In a world where technology evolves at lightning speed, the clash between established brands and tech giants is becoming increasingly common. Recently, the Chicago-based celebrity video messaging platform, Cameo, found itself in a legal skirmish with the tech behemoth OpenAI. This battle revolves around the use of the term “Cameo” and raises significant questions about trademark rights in the age of artificial intelligence.
## The Temporary Restraining Order
On November 24, 2025, a federal judge in California issued a temporary restraining order against OpenAI, effectively blocking the company from using the term “Cameo” in relation to its Sora AI-generated video products. This legal development came after Cameo filed a trademark infringement lawsuit, claiming that OpenAI’s new feature, which allows users to create AI-generated videos featuring celebrity likenesses, was causing consumer confusion.
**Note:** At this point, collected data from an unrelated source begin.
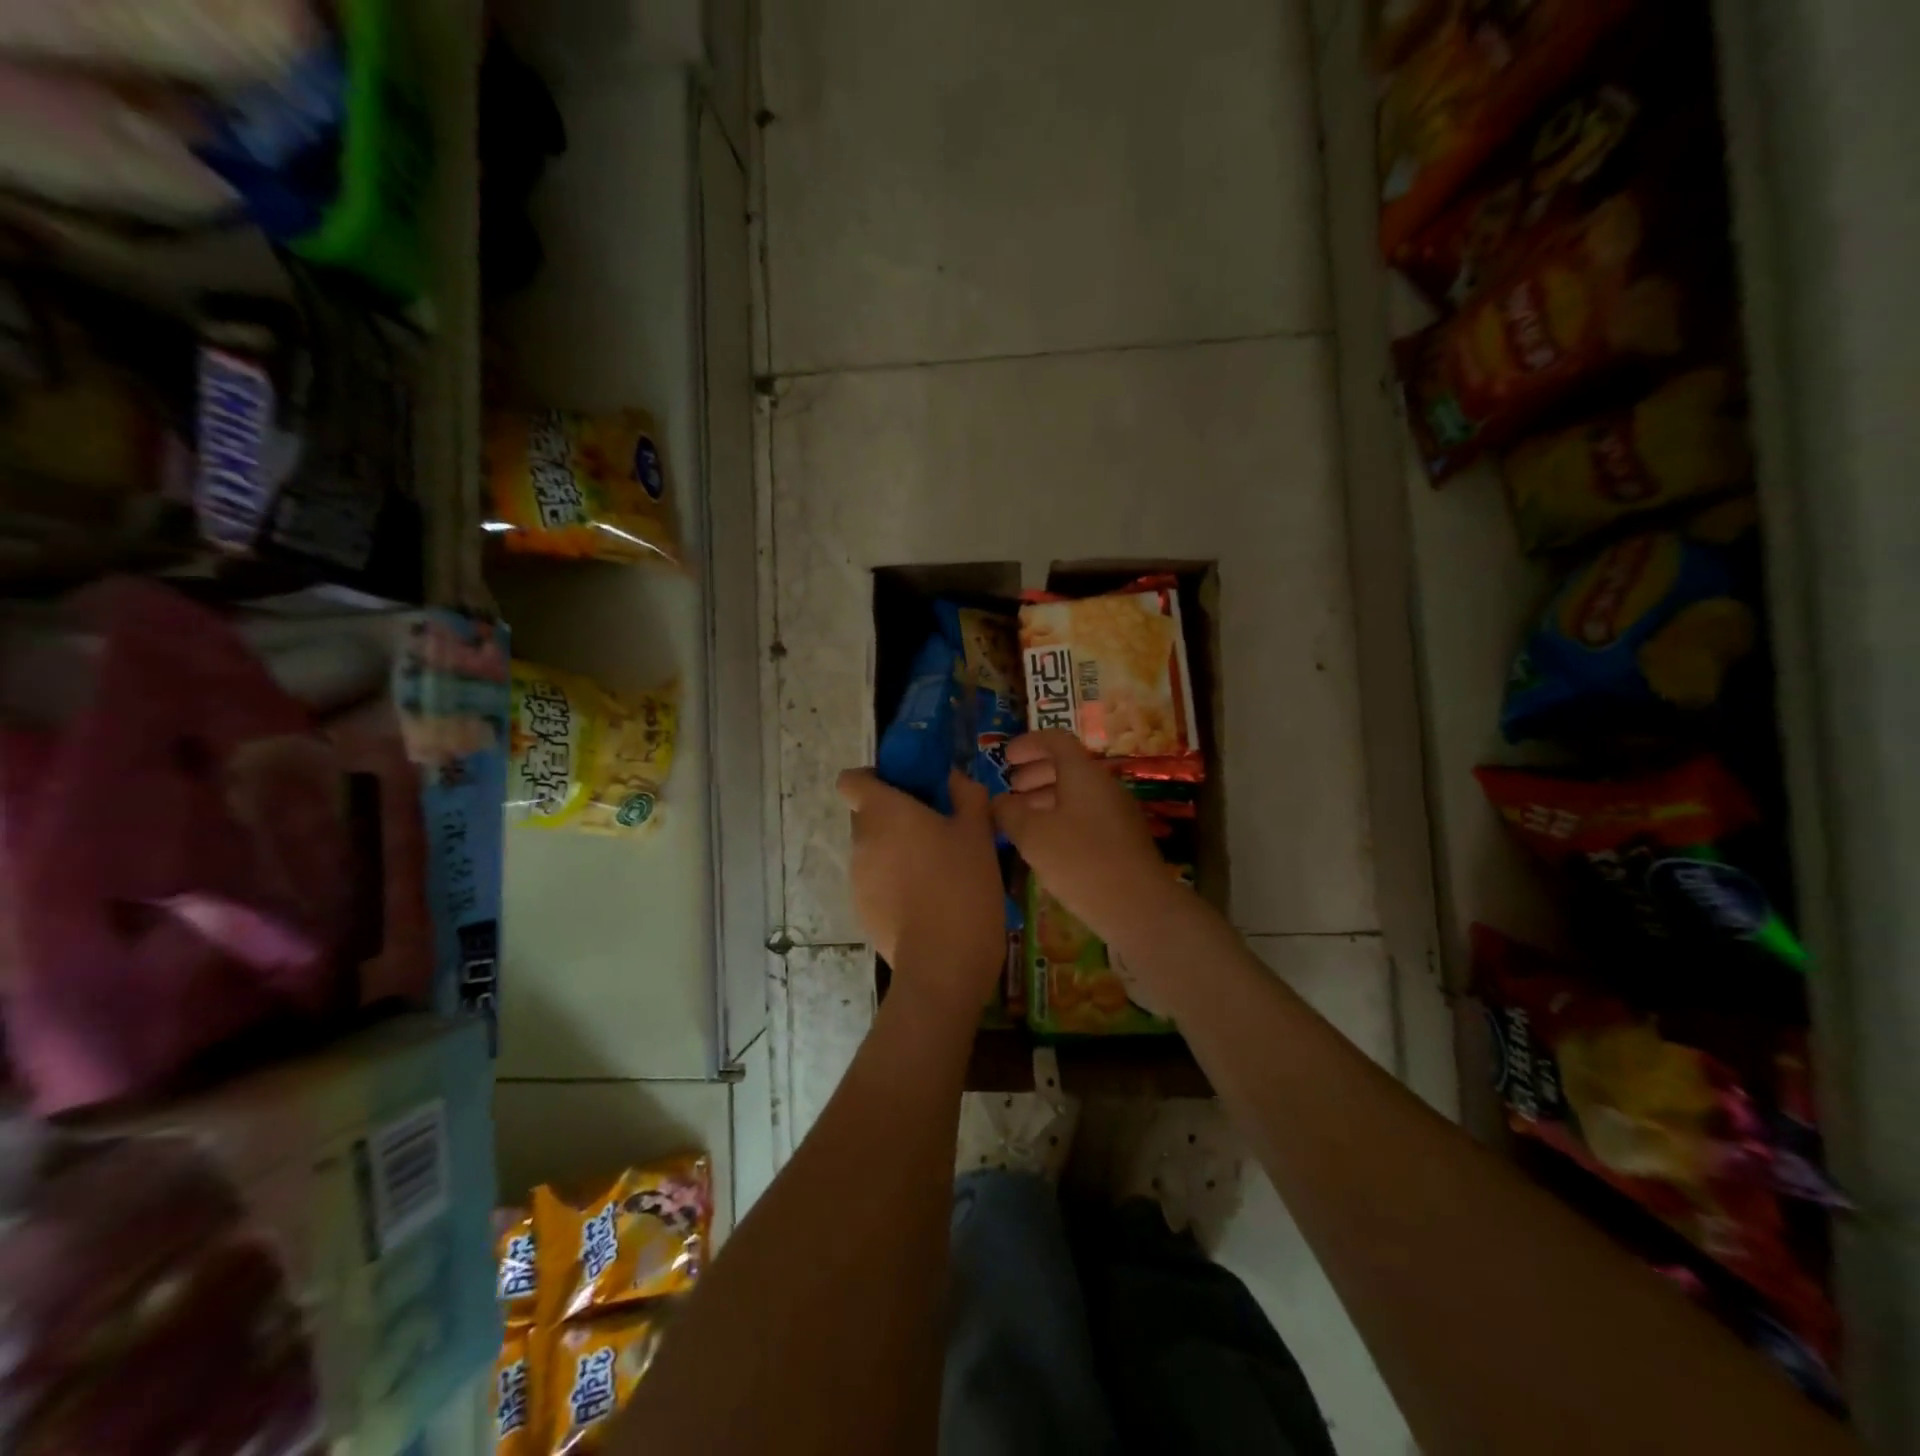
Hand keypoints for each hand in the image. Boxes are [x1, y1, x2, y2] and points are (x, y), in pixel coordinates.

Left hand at [836, 767, 1003, 1016]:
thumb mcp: (978, 833)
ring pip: (874, 852)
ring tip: (939, 870)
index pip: (851, 780)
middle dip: (896, 817)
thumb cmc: (961, 884)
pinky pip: (877, 884)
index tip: (907, 788)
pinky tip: (930, 902)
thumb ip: (966, 795)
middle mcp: (861, 841)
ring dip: (898, 852)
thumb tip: (954, 777)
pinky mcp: (863, 912)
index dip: (874, 779)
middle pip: (867, 816)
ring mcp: (857, 880)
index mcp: (882, 812)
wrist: (943, 962)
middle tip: (937, 828)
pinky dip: (897, 884)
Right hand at [991, 731, 1178, 948]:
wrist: (1138, 906)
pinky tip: (1046, 845)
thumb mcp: (1033, 835)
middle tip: (1011, 789)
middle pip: (1067, 767)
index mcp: (1083, 774)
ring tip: (1021, 819)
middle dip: (1035, 774)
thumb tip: (998, 802)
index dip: (1028, 744)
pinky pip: (1086, 817)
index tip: (1006, 757)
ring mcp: (1117, 814)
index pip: (1056, 740)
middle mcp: (1104, 787)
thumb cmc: (1080, 861)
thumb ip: (1009, 812)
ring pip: (1077, 795)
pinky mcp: (1122, 841)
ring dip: (1046, 799)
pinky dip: (1061, 819)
The restraining order is not permanent; it is set to expire on December 22, 2025, just before a scheduled court hearing. Cameo’s co-founder and CEO, Steven Galanis, expressed gratitude for the court’s decision, emphasizing the need to protect consumers from the confusion created by OpenAI’s actions. He stated, “We hope that OpenAI will agree to stop using our mark permanently to avoid any further harm to the public or Cameo.”
## The Roots of the Dispute
Cameo, which launched in 2017, revolutionized the way fans interact with celebrities by providing a platform where they can purchase personalized video messages. The company saw tremendous growth during the pandemic, achieving unicorn status. However, as the world moved past the pandemic, Cameo faced financial struggles and downsizing, leading to concerns about its long-term viability.
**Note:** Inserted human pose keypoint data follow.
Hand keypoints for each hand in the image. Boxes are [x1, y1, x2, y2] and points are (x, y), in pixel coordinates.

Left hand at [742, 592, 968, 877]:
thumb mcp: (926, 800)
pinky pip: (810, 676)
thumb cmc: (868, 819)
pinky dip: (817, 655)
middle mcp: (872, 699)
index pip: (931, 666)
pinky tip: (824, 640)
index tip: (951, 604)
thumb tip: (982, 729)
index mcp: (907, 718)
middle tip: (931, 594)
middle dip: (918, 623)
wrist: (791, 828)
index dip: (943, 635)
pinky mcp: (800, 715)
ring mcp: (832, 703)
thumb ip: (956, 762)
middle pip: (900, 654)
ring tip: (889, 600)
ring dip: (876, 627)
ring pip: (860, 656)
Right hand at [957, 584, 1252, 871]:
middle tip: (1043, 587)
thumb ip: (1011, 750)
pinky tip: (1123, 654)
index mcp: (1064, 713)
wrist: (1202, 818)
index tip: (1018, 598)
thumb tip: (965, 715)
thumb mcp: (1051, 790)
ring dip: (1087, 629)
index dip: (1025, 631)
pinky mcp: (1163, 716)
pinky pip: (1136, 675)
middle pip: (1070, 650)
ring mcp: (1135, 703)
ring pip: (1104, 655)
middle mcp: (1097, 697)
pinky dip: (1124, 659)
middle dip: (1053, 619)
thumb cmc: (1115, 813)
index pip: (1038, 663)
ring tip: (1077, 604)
OpenAI introduced its Sora app’s Cameo feature in September 2025, enabling users to incorporate celebrity likenesses into their own AI-generated videos. This feature quickly raised eyebrows, as it included not only living celebrities like Jake Paul and Mark Cuban but also deceased ones, leading to a slew of creative yet controversial videos. The potential for misuse has raised ethical questions about consent and representation, adding another layer to the ongoing legal battle.
## A David vs. Goliath Scenario
In the face of this legal challenge, Cameo finds itself in a David vs. Goliath situation. While Cameo operates with around 60 employees, OpenAI has rapidly grown into a tech giant, boasting over 800 million weekly active users on ChatGPT and a valuation exceeding $500 billion. This stark contrast in size and resources makes Cameo’s lawsuit not just a matter of trademark protection but a fight for its very existence.
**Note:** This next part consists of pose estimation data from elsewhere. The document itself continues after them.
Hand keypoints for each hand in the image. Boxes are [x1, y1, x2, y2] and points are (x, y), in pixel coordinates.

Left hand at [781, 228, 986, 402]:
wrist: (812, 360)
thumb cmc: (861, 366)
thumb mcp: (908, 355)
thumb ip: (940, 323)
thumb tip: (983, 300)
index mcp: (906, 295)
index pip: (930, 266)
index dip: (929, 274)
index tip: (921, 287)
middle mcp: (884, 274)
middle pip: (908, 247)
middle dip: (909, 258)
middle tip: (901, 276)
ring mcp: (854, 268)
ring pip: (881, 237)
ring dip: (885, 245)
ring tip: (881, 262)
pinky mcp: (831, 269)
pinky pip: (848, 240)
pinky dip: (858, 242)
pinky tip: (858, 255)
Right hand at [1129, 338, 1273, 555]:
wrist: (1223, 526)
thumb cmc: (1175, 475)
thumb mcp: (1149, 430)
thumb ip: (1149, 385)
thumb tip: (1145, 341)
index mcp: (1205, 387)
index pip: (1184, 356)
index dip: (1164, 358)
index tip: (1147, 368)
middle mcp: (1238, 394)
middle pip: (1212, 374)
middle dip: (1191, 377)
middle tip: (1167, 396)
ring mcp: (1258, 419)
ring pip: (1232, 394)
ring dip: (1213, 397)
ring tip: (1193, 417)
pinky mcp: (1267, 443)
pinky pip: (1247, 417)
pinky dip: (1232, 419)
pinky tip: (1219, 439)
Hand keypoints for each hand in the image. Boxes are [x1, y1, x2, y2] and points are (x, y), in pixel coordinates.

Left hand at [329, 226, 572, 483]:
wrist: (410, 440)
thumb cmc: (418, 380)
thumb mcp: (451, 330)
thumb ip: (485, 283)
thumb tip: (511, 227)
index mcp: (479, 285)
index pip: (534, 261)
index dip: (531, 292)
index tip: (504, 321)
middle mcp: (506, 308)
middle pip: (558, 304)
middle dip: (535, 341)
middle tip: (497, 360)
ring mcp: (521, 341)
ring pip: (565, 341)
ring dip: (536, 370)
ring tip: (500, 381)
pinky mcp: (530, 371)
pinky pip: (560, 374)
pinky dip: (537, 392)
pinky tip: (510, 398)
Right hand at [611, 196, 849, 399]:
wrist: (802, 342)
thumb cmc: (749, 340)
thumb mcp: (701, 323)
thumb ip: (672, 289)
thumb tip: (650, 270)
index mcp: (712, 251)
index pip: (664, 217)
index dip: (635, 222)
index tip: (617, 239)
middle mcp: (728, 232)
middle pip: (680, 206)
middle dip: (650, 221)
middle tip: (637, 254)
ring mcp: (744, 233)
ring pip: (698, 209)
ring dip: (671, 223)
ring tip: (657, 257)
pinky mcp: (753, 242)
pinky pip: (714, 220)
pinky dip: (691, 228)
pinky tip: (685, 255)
OpenAI has responded to the court’s ruling with its own statement, contesting Cameo’s claim to exclusive ownership of the term “cameo.” The tech company is prepared to make its case in court, arguing that the term is too generic for one entity to monopolize.
## The Future of AI and Trademark Rights
As the hearing for a preliminary injunction approaches on December 19, the outcome could set a significant precedent for how trademark rights are handled in the rapidly evolving landscape of AI technology. The Cameo case shines a light on the challenges faced by smaller companies in the face of aggressive tech giants and raises important questions about intellectual property in the digital age.
As the case unfolds, it will be interesting to see how the court navigates the complexities of trademark law, consumer protection, and the implications of AI on traditional business models. Will Cameo’s fight succeed in safeguarding its brand, or will OpenAI’s arguments reshape the understanding of trademark ownership in an era defined by rapid technological advancement? The answers to these questions will not only impact Cameo’s future but could also influence other businesses facing similar challenges as AI continues to integrate into various industries.